Give back each line of the data exactly as it reads, minus the pictures.

---

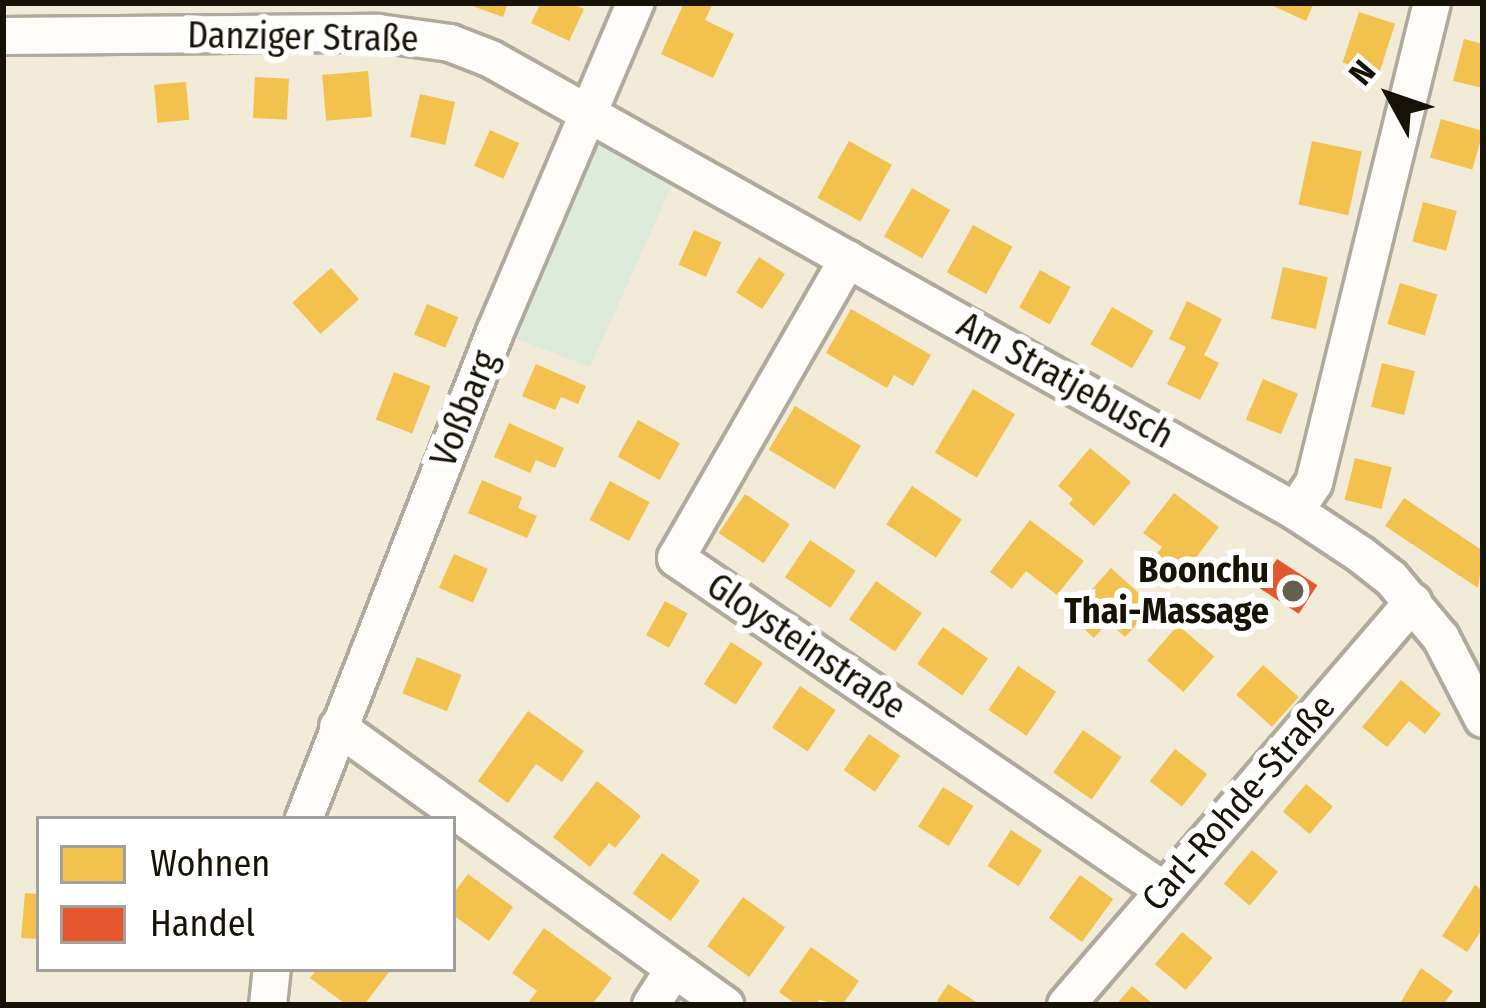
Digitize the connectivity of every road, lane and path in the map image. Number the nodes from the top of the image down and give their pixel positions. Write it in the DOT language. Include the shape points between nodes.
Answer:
graph roads {
  1 [pos="634,3"];
  2 [pos="1432,3"];
  3 [pos="6,25"];
  4 [pos="586,110"];
  5 [pos="848,259"];
  6 [pos="1295,511"];
  7 [pos="1413,602"];
  8 [pos="1482,717"];
  9 [pos="338,728"];
  10 [pos="305,816"];
  11 [pos="1162,889"];
  12 [pos="674,969"];
  13 [pos="272,972"];
  14 [pos="268,1005"];
  15 [pos="651,1005"];
  16 [pos="725,1005"];
  17 [pos="1066,1005"];
  1 -- 4 [label="street, Voßbarg"];
  2 -- 6 [label="street" via="1314,483"];
  3 -- 4 [label="street, Danziger Straße" via="413,35 491,59"];
  4 -- 5 [label="street, Am Stratjebusch"];
  4 -- 9 [label="street, Voßbarg"];
  5 -- 6 [label="street, Am Stratjebusch"];
  5 -- 11 [label="street, Gloysteinstraße" via="676,559"];
  6 -- 7 [label="street, Am Stratjebusch"];
  7 -- 8 [label="street, Am Stratjebusch"];
  7 -- 11 [label="street, Carl-Rohde-Straße"];
  9 -- 10 [label="street, Voßbarg"];
  9 -- 12 [label="street"];
  11 -- 17 [label="street, Carl-Rohde-Straße"];
  12 -- 15 [label="street"];
  12 -- 16 [label="street"];
  13 -- 14 [label="street"];
}
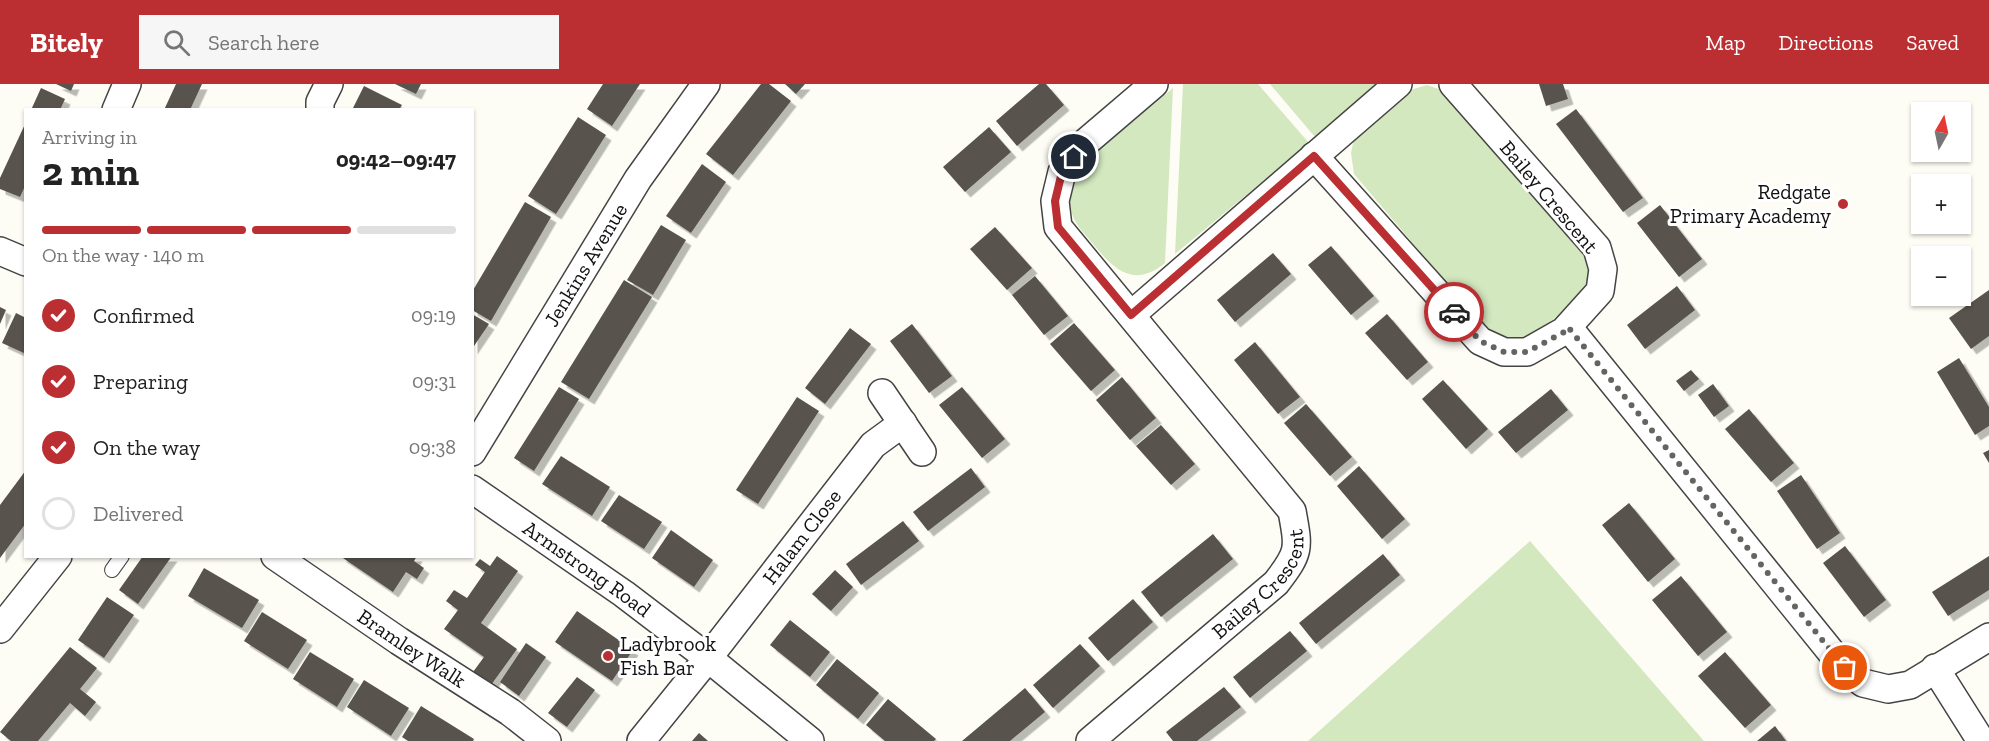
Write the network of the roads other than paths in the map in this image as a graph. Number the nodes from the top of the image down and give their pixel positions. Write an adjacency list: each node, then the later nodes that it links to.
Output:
1 (328, 84): 6 (street)
2 (706, 84): 14 (street, Jenkins Avenue)
3 (1154, 84): 10 (street, Bailey Crescent)
4 (1398, 84): 7 (street)
5 (1453, 84): 11 (street, Bailey Crescent)
6 (320, 108)
7 (1314, 156): 10 (street); 11 (street, Bailey Crescent)
8 (0, 251): 9 (street)
9 (24, 261)
10 (1131, 315): 28 (street, Bailey Crescent)
11 (1568, 327): 24 (street)
12 (882, 393): 13 (street)
13 (903, 423): 15 (street); 23 (street, Halam Close)
14 (474, 449)
15 (922, 452)
16 (474, 490): 23 (street, Armstrong Road)
17 (56, 558): 21 (street)
18 (121, 558): 20 (lane)
19 (278, 558): 25 (street, Bramley Walk)
20 (112, 570)
21 (0, 629)
22 (1989, 637): 24 (street)
23 (708, 658): 26 (street, Halam Close); 27 (street, Armstrong Road)
24 (1935, 668): 29 (street)
25 (547, 741)
26 (641, 741)
27 (810, 741)
28 (1090, 741)
29 (1981, 741)

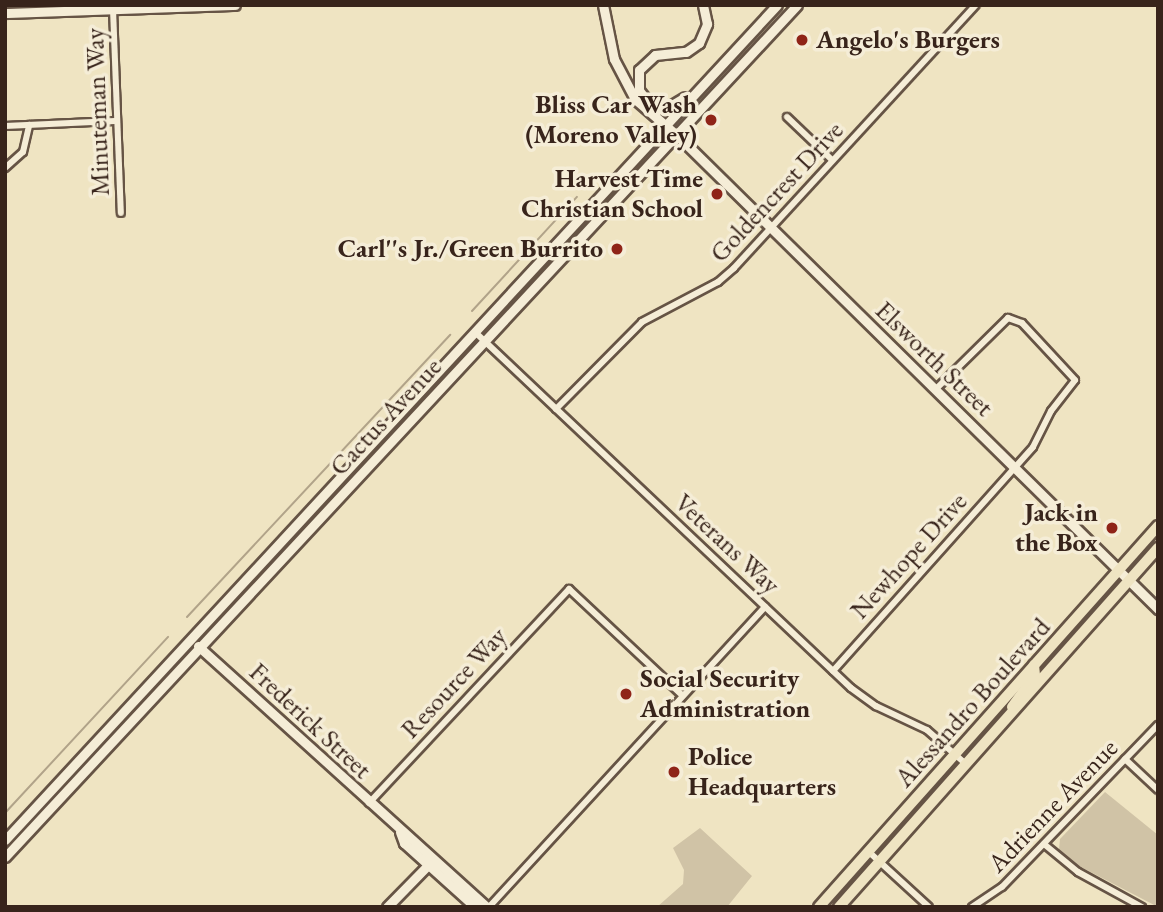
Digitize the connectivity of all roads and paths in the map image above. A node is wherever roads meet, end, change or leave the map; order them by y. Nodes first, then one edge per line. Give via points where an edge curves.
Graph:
1 (235, 5) edge
2 (603, 5) edge
3 (703, 5) edge
4 (777, 5) edge
5 (797, 5) edge
6 (976, 5) edge
7 (55, 8) edge
8 (113, 9) junction
9 (5, 13) edge
10 (645, 54) dead end
11 (641, 67) junction
12 (711, 76) junction
13 (646, 100) junction
14 (787, 117) dead end
15 (115, 121) junction
16 (29, 125) junction
17 (666, 125) junction
18 (5, 126) edge
19 (678, 135) junction
20 (832, 160) junction
21 (5, 168) edge
22 (121, 213) dead end
23 (771, 228) junction
24 (476, 332) junction
25 (485, 342) junction
26 (936, 389) junction
27 (556, 409) junction
28 (1014, 468) junction
29 (1158, 526) edge
30 (1158, 548) edge
31 (1118, 571) junction
32 (1128, 581) junction
33 (765, 607) junction
34 (1158, 609) edge
35 (1070, 625) junction
36 (191, 640) junction
37 (200, 648) junction
38 (1034, 665) junction
39 (833, 671) junction
40 (1048, 672) junction
41 (683, 696) junction
42 (1008, 717) junction
43 (1158, 725) edge
44 (955, 754) junction
45 (1125, 759) junction
46 (966, 764) junction
47 (1158, 790) edge
48 (369, 804) junction
49 (400, 832) junction
50 (5, 839) edge
51 (1044, 844) junction
52 (869, 852) junction
53 (5, 857) edge
54 (879, 862) junction
55 (429, 864) junction
56 (387, 907) edge
57 (475, 907) edge
58 (488, 907) edge
59 (819, 907) edge
60 (839, 907) edge
61 (929, 907) edge
62 (972, 907) edge
63 (1142, 907) edge

1 - 8 main road
2 - 17 main road via 623,83
3 - 11 main road via 707,23 699,43 686,52 655,55
4 - 12 main road, Cactus Avenue
5 - 19 main road, Cactus Avenue
6 - 20 street, Goldencrest Drive
7 - 8 main road
7 - 9 main road
8 - 15 street, Minuteman Way
10 - 11 main road
11 - 13 main road via 638,86
12 - 13 main road via 674,105 657,106
12 - 17 main road, Cactus Avenue
13 - 17 main road
14 - 20 street
15 - 16 street
15 - 22 street, Minuteman Way
16 - 18 street
16 - 21 street via 23,152
17 - 19 main road, Elsworth Street
17 - 24 main road, Cactus Avenue
19 - 23 main road, Elsworth Street
19 - 25 main road, Cactus Avenue
20 - 23 street, Goldencrest Drive
23 - 26 main road, Elsworth Street
23 - 27 street, Goldencrest Drive via 718,282 642,322
24 - 25 street, Veterans Way
24 - 36 main road, Cactus Avenue
25 - 27 street, Veterans Way
25 - 37 main road, Cactus Avenue
26 - 28 main road, Elsworth Street
26 - 28 street, Newhope Drive via 1008,318 1022,323 1068,367 1073,386
27 - 33 street, Veterans Way
28 - 31 main road, Elsworth Street
28 - 39 street, Newhope Drive
29 - 31 main road, Alessandro Boulevard
30 - 32 main road, Alessandro Boulevard
31 - 32 main road, Elsworth Street
31 - 35 main road, Alessandro Boulevard
32 - 34 main road, Elsworth Street
32 - 40 main road, Alessandro Boulevard
33 - 39 street, Veterans Way
33 - 41 street
35 - 38 main road, Alessandro Boulevard
35 - 40 main road via 1064,642 1047,661
36 - 37 main road, Frederick Street
36 - 50 main road, Cactus Avenue
37 - 48 main road, Frederick Street
37 - 53 main road, Cactus Avenue
38 - 42 main road via 1035,674 1018,694
38 - 44 main road, Alessandro Boulevard
39 - 44 street, Veterans Way via 865,700 915,722
40 - 42 main road, Alessandro Boulevard
41 - 48 street, Resource Way via 569,589
41 - 58 street
42 - 46 main road, Alessandro Boulevard
43 - 45 street, Adrienne Avenue
44 - 46 street, Veterans Way
44 - 52 main road, Alessandro Boulevard
45 - 47 street
45 - 51 street, Adrienne Avenue
46 - 54 main road, Alessandro Boulevard
48 - 49 main road, Frederick Street
49 - 55 main road, Frederick Street
49 - 58 main road, Frederick Street
51 - 62 street, Adrienne Avenue via 994,895
51 - 63 street via 1078,872
52 - 54 street
52 - 59 main road, Alessandro Boulevard
54 - 60 main road, Alessandro Boulevard
54 - 61 street
55 - 56 main road
55 - 57 main road, Frederick Street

---

-- Task result --
Digitize the connectivity of every road, lane and path in the map image. Number the nodes from the top of the image down and give their pixel positions. Write it in the DOT language. Include the shape points between nodes.
Answer:
graph roads {
  1 [pos="634,3"];
  2 [pos="1432,3"];
  3 [pos="6,25"];
  4 [pos="586,110"];
  5 [pos="848,259"];
  6 [pos="1295,511"];
  7 [pos="1413,602"];
  8 [pos="1482,717"];
  9 [pos="338,728"];
  10 [pos="305,816"];
  11 [pos="1162,889"];
  12 [pos="674,969"];
  13 [pos="272,972"];
  14 [pos="268,1005"];
  15 [pos="651,1005"];
  16 [pos="725,1005"];
  17 [pos="1066,1005"];
  1 -- 4 [label="street, Voßbarg"];
  2 -- 6 [label="street" via="1314,483"];
  3 -- 4 [label="street, Danziger Straße" via="413,35 491,59"];
  4 -- 5 [label="street, Am Stratjebusch"];
  4 -- 9 [label="street, Voßbarg"];
  5 -- 6 [label="street, Am Stratjebusch"];
  5 -- 11 [label="street, Gloysteinstraße" via="676,559"];
  6 -- 7 [label="street, Am Stratjebusch"];
  7 -- 8 [label="street, Am Stratjebusch"];
  7 -- 11 [label="street, Carl-Rohde-Straße"];
  9 -- 10 [label="street, Voßbarg"];
  9 -- 12 [label="street"];
  11 -- 17 [label="street, Carl-Rohde-Straße"];
  12 -- 15 [label="street"];
  12 -- 16 [label="street"];
  13 -- 14 [label="street"];
}
Write the network of the roads other than paths in the map in this image as a graph. Number the nodes from the top of the image down and give their pixel positions. Write an adjacency list: each node, then the later nodes that it links to.
Output:
1 (328, 84): 6 (street)
2 (706, 84): 14 (street, Jenkins Avenue)
3 (1154, 84): 10 (street, Bailey Crescent)
4 (1398, 84): 7 (street)
5 (1453, 84): 11 (street, Bailey Crescent)
6 (320, 108)
7 (1314, 156): 10 (street); 11 (street, Bailey Crescent)
8 (0, 251): 9 (street)
9 (24, 261)
10 (1131, 315): 28 (street, Bailey Crescent)
11 (1568, 327): 24 (street)
12 (882, 393): 13 (street)
13 (903, 423): 15 (street); 23 (street, Halam Close)
14 (474, 449)
15 (922, 452)
16 (474, 490): 23 (street, Armstrong Road)
17 (56, 558): 21 (street)
18 (121, 558): 20 (lane)
19 (278, 558): 25 (street, Bramley Walk)
20 (112, 570)
21 (0, 629)
22 (1989, 637): 24 (street)
23 (708, 658): 26 (street, Halam Close); 27 (street, Armstrong Road)
24 (1935, 668): 29 (street)
25 (547, 741)
26 (641, 741)
27 (810, 741)
28 (1090, 741)
29 (1981, 741)

Digitize the connectivity of all roads and paths in the map image above. A node is wherever roads meet, end, change or leave the map; order them by y. Nodes first, then one edge per line. Give via points where an edge curves.
Graph:
1 (235, 5) edge
2 (603, 5) edge
3 (703, 5) edge
4 (777, 5) edge
5 (797, 5) edge
6 (976, 5) edge
7 (55, 8) edge
8 (113, 9) junction
9 (5, 13) edge
10 (645, 54) dead end
11 (641, 67) junction
12 (711, 76) junction
13 (646, 100) junction
14 (787, 117) dead end
15 (115, 121) junction
16 (29, 125) junction
17 (666, 125) junction
18 (5, 126) edge
19 (678, 135) junction
20 (832, 160) junction
21 (5, 168) edge
22 (121, 213) dead end
23 (771, 228) junction
24 (476, 332) junction
25 (485, 342) junction
26 (936, 389) junction
27 (556, 409) junction
28 (1014, 468) junction
29 (1158, 526) edge
30 (1158, 548) edge
31 (1118, 571) junction
32 (1128, 581) junction
33 (765, 607) junction
34 (1158, 609) edge
35 (1070, 625) junction
36 (191, 640) junction
37 (200, 648) junction
38 (1034, 665) junction
39 (833, 671) junction
40 (1048, 672) junction
41 (683, 696) junction
42 (1008, 717) junction
43 (1158, 725) edge
44 (955, 754) junction
45 (1125, 759) junction
46 (966, 764) junction
47 (1158, 790) edge
48 (369, 804) junction
49 (400, 832) junction
50 (5, 839) edge
51 (1044, 844) junction
52 (869, 852) junction
53 (5, 857) edge
54 (879, 862) junction
55 (429, 864) junction
56 (387, 907) edge
57 (475, 907) edge
58 (488, 907) edge
59 (819, 907) edge
60 (839, 907) edge
61 (929, 907) edge
62 (972, 907) edge
63 (1142, 907) edge

1 - 8 main road
2 - 17 main road via 623,83
3 - 11 main road via 707,23 699,43 686,52 655,55
4 - 12 main road, Cactus Avenue
5 - 19 main road, Cactus Avenue
6 - 20 street, Goldencrest Drive
7 - 8 main road
7 - 9 main road
8 - 15 street, Minuteman Way
10 - 11 main road
11 - 13 main road via 638,86
12 - 13 main road via 674,105 657,106
12 - 17 main road, Cactus Avenue
13 - 17 main road
14 - 20 street
15 - 16 street
15 - 22 street, Minuteman Way
16 - 18 street
16 - 21 street via 23,152
17 - 19 main road, Elsworth Street
17 - 24 main road, Cactus Avenue
19 - 23 main road, Elsworth Street
19 - 25 main road, Cactus Avenue
20 - 23 street, Goldencrest Drive
23 - 26 main road, Elsworth Street
23 - 27 street, Goldencrest Drive via 718,282 642,322
24 - 25 street, Veterans Way
24 - 36 main road, Cactus Avenue
25 - 27 street, Veterans Way
25 - 37 main road, Cactus Avenue
26 - 28 main road, Elsworth Street
26 - 28 street, Newhope Drive via 1008,318 1022,323 1068,367 1073,386
27 - 33 street, Veterans Way
28 - 31 main road, Elsworth Street
28 - 39 street, Newhope Drive
29 - 31 main road, Alessandro Boulevard
30 - 32 main road, Alessandro Boulevard
31 - 32 main road, Elsworth Street
31 - 35 main road, Alessandro Boulevard
32 - 34 main road, Elsworth Street
32 - 40 main road, Alessandro Boulevard
33 - 39 street, Veterans Way
33 - 41 street
35 - 38 main road, Alessandro Boulevard
35 - 40 main road via 1064,642 1047,661
36 - 37 main road, Frederick Street
36 - 50 main road, Cactus Avenue
37 - 48 main road, Frederick Street
37 - 53 main road, Cactus Avenue
38 - 42 main road via 1035,674 1018,694
38 - 44 main road, Alessandro Boulevard
39 - 44 street, Veterans Way via 865,700 915,722
40 - 42 main road, Alessandro Boulevard
41 - 48 street, Resource Way via 569,589
41 - 58 street
42 - 46 main road, Alessandro Boulevard
43 - 45 street, Adrienne Avenue
44 - 46 street, Veterans Way
44 - 52 main road, Alessandro Boulevard
45 - 47 street
45 - 51 street, Adrienne Avenue
46 - 54 main road, Alessandro Boulevard
48 - 49 main road, Frederick Street
49 - 55 main road, Frederick Street
49 - 58 main road, Frederick Street
51 - 62 street, Adrienne Avenue via 994,895
51 - 63 street via 1078,872
52 - 54 street
52 - 59 main road, Alessandro Boulevard
54 - 60 main road, Alessandro Boulevard
54 - 61 street
55 - 56 main road
55 - 57 main road, Frederick Street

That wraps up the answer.